* _Task directions_
Return the lines below that contain "Datenschutzerklärung".
▽
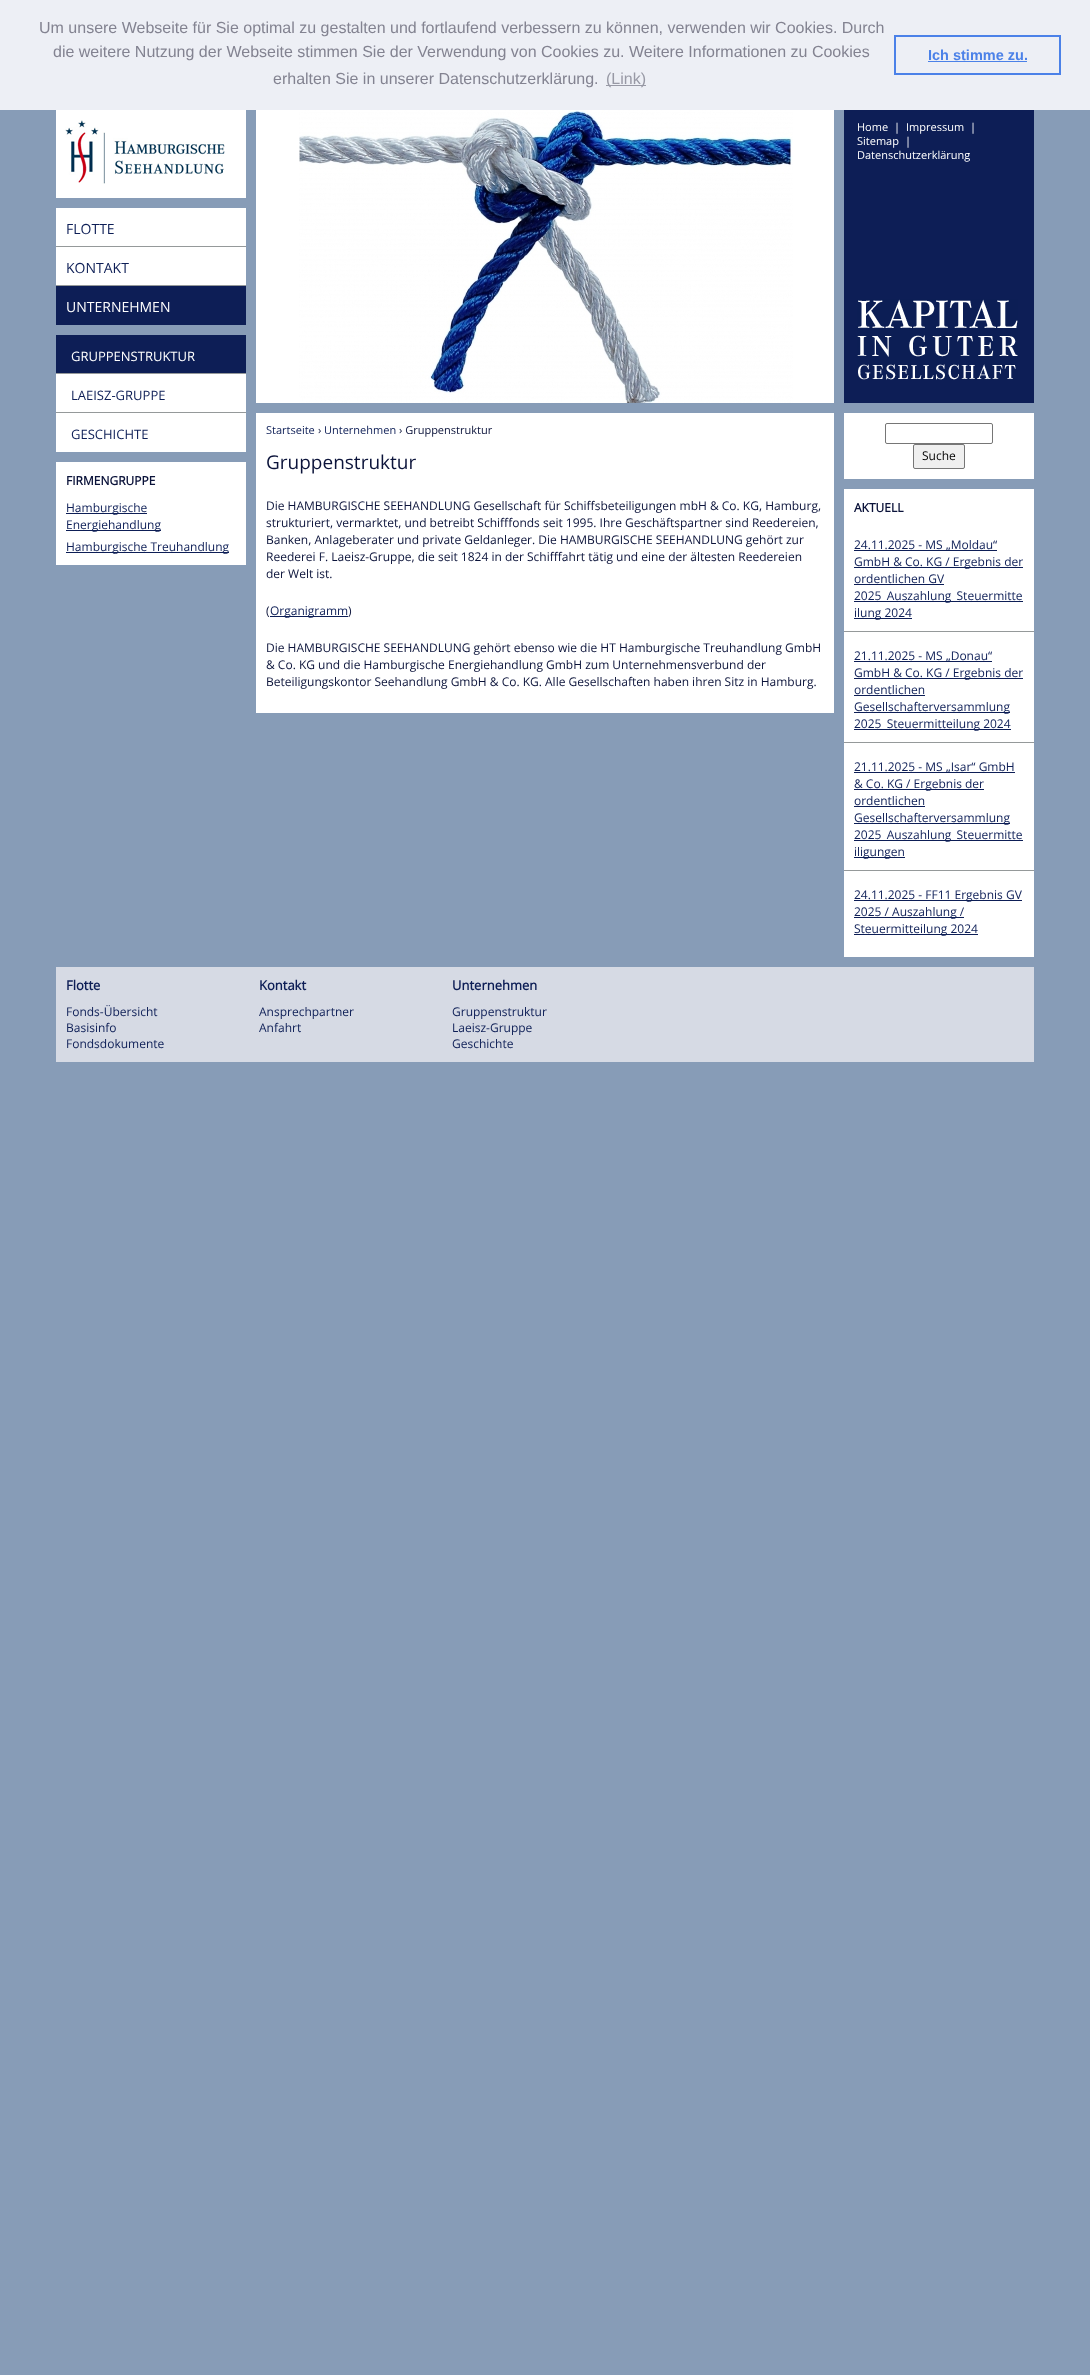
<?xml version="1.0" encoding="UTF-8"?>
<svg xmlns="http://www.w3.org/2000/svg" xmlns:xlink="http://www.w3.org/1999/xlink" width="1090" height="2375">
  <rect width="100%" height="100%" fill="#879cb7" />
  <rect width="1090" height="110" fill="#edeff5" />
  <rect x="606" y="85" width="40" height="1" fill="#9899a5" />
  <rect x="895" y="36" width="165" height="38" fill="none" stroke="#4b81e8" stroke-width="2" />
  <rect x="928" y="61" width="99" height="1" fill="#4b81e8" />
  <rect x="56" y="110" width="190" height="88" fill="#ffffff" />
  <image x="65" y="120" width="160" height="64" xlink:href="image1.png" />
  <rect x="56" y="208" width="190" height="77" fill="#ffffff" />
  <rect x="56" y="246" width="190" height="1" fill="#95999a" />
  <rect x="56" y="285" width="190" height="1" fill="#95999a" />
  <rect x="56" y="286" width="190" height="39" fill="#0d1e56" />
  <rect x="56" y="374" width="190" height="78" fill="#ffffff" />
  <rect x="56" y="335" width="190" height="38" fill="#0d1e56" />
  <rect x="56" y="373" width="190" height="1" fill="#95999a" />
  <rect x="56" y="412" width="190" height="1" fill="#95999a" />
  <rect x="56" y="462" width="190" height="103" fill="#ffffff" />
  <rect x="66" y="513" width="81" height="1" fill="#0d1e56" />
  <rect x="66" y="530" width="95" height="1" fill="#0d1e56" />
  <rect x="66" y="552" width="163" height="1" fill="#0d1e56" />
  <rect x="256" y="110" width="578" height="293" fill="#ffffff" />
  <image x="299" y="110" width="494" height="293" xlink:href="image2.png" />
  <rect x="256" y="413" width="578" height="300" fill="#ffffff" />
  <rect x="270" y="616" width="78" height="1" fill="#0d1e56" />
  <rect x="844" y="110" width="190" height="293" fill="#0d1e56" />
  <image x="857" y="299" width="161" height="81" xlink:href="image3.png" />
  <rect x="844" y="413" width="190" height="66" fill="#ffffff" />
  <rect x="885.5" y="423.5" width="107" height="20" rx="1.5" fill="none" stroke="#767676" />
  <rect x="913.5" y="444.5" width="51" height="24" rx="1.5" fill="#efefef" stroke="#767676" />
  <rect x="844" y="489" width="190" height="468" fill="#ffffff" />
  <rect x="844" y="631" width="190" height="1" fill="#95999a" />
  <rect x="854" y="550" width="143" height="1" fill="#0d1e56" />
  <rect x="854" y="567" width="169" height="1" fill="#0d1e56" />
  <rect x="854" y="584" width="90" height="1" fill="#0d1e56" />
  <rect x="854" y="601" width="169" height="1" fill="#0d1e56" />
  <rect x="854" y="618" width="58" height="1" fill="#0d1e56" />
  <rect x="844" y="742" width="190" height="1" fill="#95999a" />
  <rect x="854" y="661" width="138" height="1" fill="#0d1e56" />
  <rect x="854" y="678" width="169" height="1" fill="#0d1e56" />
  <rect x="854" y="695" width="71" height="1" fill="#0d1e56" />
  <rect x="854" y="712" width="156" height="1" fill="#0d1e56" />
  <rect x="854" y="729" width="157" height="1" fill="#0d1e56" />
  <rect x="844" y="870" width="190" height="1" fill="#95999a" />
  <rect x="854" y="772" width="161" height="1" fill="#0d1e56" />
  <rect x="854" y="789" width="130" height="1" fill="#0d1e56" />
  <rect x="854" y="806" width="71" height="1" fill="#0d1e56" />
  <rect x="854" y="823" width="156" height="1" fill="#0d1e56" />
  <rect x="854" y="840" width="169" height="1" fill="#0d1e56" />
  <rect x="854" y="857" width="51" height="1" fill="#0d1e56" />
  <rect x="854" y="900" width="168" height="1" fill="#0d1e56" />
  <rect x="854" y="917" width="110" height="1" fill="#0d1e56" />
  <rect x="854" y="934" width="124" height="1" fill="#0d1e56" />
  <rect x="56" y="967" width="978" height="95" fill="#d6dae4" />
  <text x="39" y="33" style="font-family: Liberation Sans; font-size: 16px; fill: #838391">Um unsere Webseite für Sie optimal zu gestalten und fortlaufend verbessern zu können, verwenden wir Cookies. Durch</text>
  <text x="53" y="57" style="font-family: Liberation Sans; font-size: 16px; fill: #838391">die weitere Nutzung der Webseite stimmen Sie der Verwendung von Cookies zu. Weitere Informationen zu Cookies</text>
  <text x="273" y="84" style="font-family: Liberation Sans; font-size: 16px; fill: #838391">erhalten Sie in unserer Datenschutzerklärung.</text>
  <text x="606" y="84" style="font-family: Liberation Sans; font-size: 16px; fill: #9899a5">(Link)</text>
  <text x="928" y="60" style="font-family: Liberation Sans; font-size: 14.5px; font-weight: bold; fill: #4b81e8">Ich stimme zu.</text>
  <text x="66" y="234" style="font-family: Open Sans; font-size: 14px; fill: #0d1e56">FLOTTE</text>
  <text x="66" y="273" style="font-family: Open Sans; font-size: 14px; fill: #0d1e56">KONTAKT</text>
  <text x="66" y="312" style="font-family: Open Sans; font-size: 14px; fill: #ffffff">UNTERNEHMEN</text>
  <text x="71" y="361" style="font-family: Open Sans; font-size: 13px; fill: #ffffff">GRUPPENSTRUKTUR</text>
  <text x="71" y="400" style="font-family: Open Sans; font-size: 13px; fill: #0d1e56">LAEISZ-GRUPPE</text>
  <text x="71" y="439" style="font-family: Open Sans; font-size: 13px; fill: #0d1e56">GESCHICHTE</text>
  <text x="66" y="485" style="font-family: Open Sans; font-size: 12px; font-weight: bold; fill: #0b133a">FIRMENGRUPPE</text>
  <text x="66" y="512" style="font-family: Open Sans; font-size: 12px; fill: #0d1e56">Hamburgische</text>
  <text x="66" y="529" style="font-family: Open Sans; font-size: 12px; fill: #0d1e56">Energiehandlung</text>
  <text x="66" y="551" style="font-family: Open Sans; font-size: 12px; fill: #0d1e56">Hamburgische Treuhandlung</text>
  <text x="266" y="434" style="font-family: Open Sans; font-size: 11px; fill: #0d1e56">Startseite</text>
  <text x="318" y="434" style="font-family: Open Sans; font-size: 11px; fill: #0b133a">›</text>
  <text x="324" y="434" style="font-family: Open Sans; font-size: 11px; fill: #0d1e56">Unternehmen</text>
  <text x="399" y="434" style="font-family: Open Sans; font-size: 11px; fill: #0b133a">› Gruppenstruktur</text>
  <text x="266" y="469" style="font-family: Open Sans; font-size: 19px; fill: #0b133a">Gruppenstruktur</text>
  <text x="266" y="510" style="font-family: Open Sans; font-size: 12px; fill: #0b133a">Die HAMBURGISCHE SEEHANDLUNG Gesellschaft für Schiffsbeteiligungen mbH &amp; Co. KG, Hamburg,</text>
  <text x="266" y="527" style="font-family: Open Sans; font-size: 12px; fill: #0b133a">strukturiert, vermarktet, und betreibt Schifffonds seit 1995. Ihre Geschäftspartner sind Reedereien,</text>
  <text x="266" y="544" style="font-family: Open Sans; font-size: 12px; fill: #0b133a">Banken, Anlageberater und private Geldanleger. Die HAMBURGISCHE SEEHANDLUNG gehört zur</text>
  <text x="266" y="561" style="font-family: Open Sans; font-size: 12px; fill: #0b133a">Reederei F. Laeisz-Gruppe, die seit 1824 in der Schifffahrt tätig und eine der ältesten Reedereien</text>
  <text x="266" y="578" style="font-family: Open Sans; font-size: 12px; fill: #0b133a">der Welt ist.</text>
  <text x="266" y="615" style="font-family: Open Sans; font-size: 12px; fill: #0b133a">(</text>
  <text x="270" y="615" style="font-family: Open Sans; font-size: 12px; fill: #0d1e56">Organigramm</text>
  <text x="348" y="615" style="font-family: Open Sans; font-size: 12px; fill: #0b133a">)</text>
  <text x="266" y="652" style="font-family: Open Sans; font-size: 12px; fill: #0b133a">Die HAMBURGISCHE SEEHANDLUNG gehört ebenso wie die HT Hamburgische Treuhandlung GmbH</text>
  <text x="266" y="669" style="font-family: Open Sans; font-size: 12px; fill: #0b133a">&amp; Co. KG und die Hamburgische Energiehandlung GmbH zum Unternehmensverbund der</text>
  <text x="266" y="686" style="font-family: Open Sans; font-size: 12px; fill: #0b133a">Beteiligungskontor Seehandlung GmbH &amp; Co. KG. Alle Gesellschaften haben ihren Sitz in Hamburg.</text>
  <text x="857" y="131" style="font-family: Open Sans; font-size: 11px; fill: #ffffff">Home</text>
  <text x="894" y="131" style="font-family: Open Sans; font-size: 11px; fill: #ffffff">|</text>
  <text x="906" y="131" style="font-family: Open Sans; font-size: 11px; fill: #ffffff">Impressum</text>
  <text x="970" y="131" style="font-family: Open Sans; font-size: 11px; fill: #ffffff">|</text>
  <text x="857" y="145" style="font-family: Open Sans; font-size: 11px; fill: #ffffff">Sitemap</text>
  <text x="905" y="145" style="font-family: Open Sans; font-size: 11px; fill: #ffffff">|</text>
  <text x="857" y="159" style="font-family: Open Sans; font-size: 11px; fill: #ffffff">Datenschutzerklärung</text>
  <text x="922" y="460" style="font-family: Open Sans; font-size: 12px; fill: #000000">Suche</text>
  <text x="854" y="512" style="font-family: Open Sans; font-size: 12px; font-weight: bold; fill: #0b133a">AKTUELL</text>
  <text x="854" y="549" style="font-family: Open Sans; font-size: 12px; fill: #0d1e56">24.11.2025 - MS „Moldau“</text>
  <text x="854" y="566" style="font-family: Open Sans; font-size: 12px; fill: #0d1e56">GmbH &amp; Co. KG / Ergebnis der</text>
  <text x="854" y="583" style="font-family: Open Sans; font-size: 12px; fill: #0d1e56">ordentlichen GV</text>
  <text x="854" y="600" style="font-family: Open Sans; font-size: 12px; fill: #0d1e56">2025_Auszahlung_Steuermitte</text>
  <text x="854" y="617" style="font-family: Open Sans; font-size: 12px; fill: #0d1e56">ilung 2024</text>
  <text x="854" y="660" style="font-family: Open Sans; font-size: 12px; fill: #0d1e56">21.11.2025 - MS „Donau“</text>
  <text x="854" y="677" style="font-family: Open Sans; font-size: 12px; fill: #0d1e56">GmbH &amp; Co. KG / Ergebnis der</text>
  <text x="854" y="694" style="font-family: Open Sans; font-size: 12px; fill: #0d1e56">ordentlichen</text>
  <text x="854" y="711" style="font-family: Open Sans; font-size: 12px; fill: #0d1e56">Gesellschafterversammlung</text>
  <text x="854" y="728" style="font-family: Open Sans; font-size: 12px; fill: #0d1e56">2025_Steuermitteilung 2024</text>
  <text x="854" y="771" style="font-family: Open Sans; font-size: 12px; fill: #0d1e56">21.11.2025 - MS „Isar“ GmbH</text>
  <text x="854" y="788" style="font-family: Open Sans; font-size: 12px; fill: #0d1e56">&amp; Co. KG / Ergebnis der</text>
  <text x="854" y="805" style="font-family: Open Sans; font-size: 12px; fill: #0d1e56">ordentlichen</text>
  <text x="854" y="822" style="font-family: Open Sans; font-size: 12px; fill: #0d1e56">Gesellschafterversammlung</text>
  <text x="854" y="839" style="font-family: Open Sans; font-size: 12px; fill: #0d1e56">2025_Auszahlung_Steuermitte</text>
  <text x="854" y="856" style="font-family: Open Sans; font-size: 12px; fill: #0d1e56">iligungen</text>
  <text x="854" y="899" style="font-family: Open Sans; font-size: 12px; fill: #0d1e56">24.11.2025 - FF11 Ergebnis GV</text>
  <text x="854" y="916" style="font-family: Open Sans; font-size: 12px; fill: #0d1e56">2025 / Auszahlung /</text>
  <text x="854" y="933" style="font-family: Open Sans; font-size: 12px; fill: #0d1e56">Steuermitteilung 2024</text>
  <text x="66" y="990" style="font-family: Open Sans; font-size: 13px; font-weight: bold; fill: #0d1e56">Flotte</text>
  <text x="66" y="1016" style="font-family: Open Sans; font-size: 12px; fill: #0d1e56">Fonds-Übersicht</text>
  <text x="66" y="1032" style="font-family: Open Sans; font-size: 12px; fill: #0d1e56">Basisinfo</text>
  <text x="66" y="1048" style="font-family: Open Sans; font-size: 12px; fill: #0d1e56">Fondsdokumente</text>
  <text x="259" y="990" style="font-family: Open Sans; font-size: 13px; font-weight: bold; fill: #0d1e56">Kontakt</text>
  <text x="259" y="1016" style="font-family: Open Sans; font-size: 12px; fill: #0d1e56">Ansprechpartner</text>
  <text x="259" y="1032" style="font-family: Open Sans; font-size: 12px; fill: #0d1e56">Anfahrt</text>
  <text x="452" y="990" style="font-family: Open Sans; font-size: 13px; font-weight: bold; fill: #0d1e56">Unternehmen</text>
  <text x="452" y="1016" style="font-family: Open Sans; font-size: 12px; fill: #0d1e56">Gruppenstruktur</text>
  <text x="452" y="1032" style="font-family: Open Sans; font-size: 12px; fill: #0d1e56">Laeisz-Gruppe</text>
  <text x="452" y="1048" style="font-family: Open Sans; font-size: 12px; fill: #0d1e56">Geschichte</text>
</svg>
△
* _Solution to this problem_
  <text x="273" y="84" style="font-family: Liberation Sans; font-size: 16px; fill: #838391">erhalten Sie in unserer Datenschutzerklärung.</text>
  <text x="857" y="159" style="font-family: Open Sans; font-size: 11px; fill: #ffffff">Datenschutzerklärung</text>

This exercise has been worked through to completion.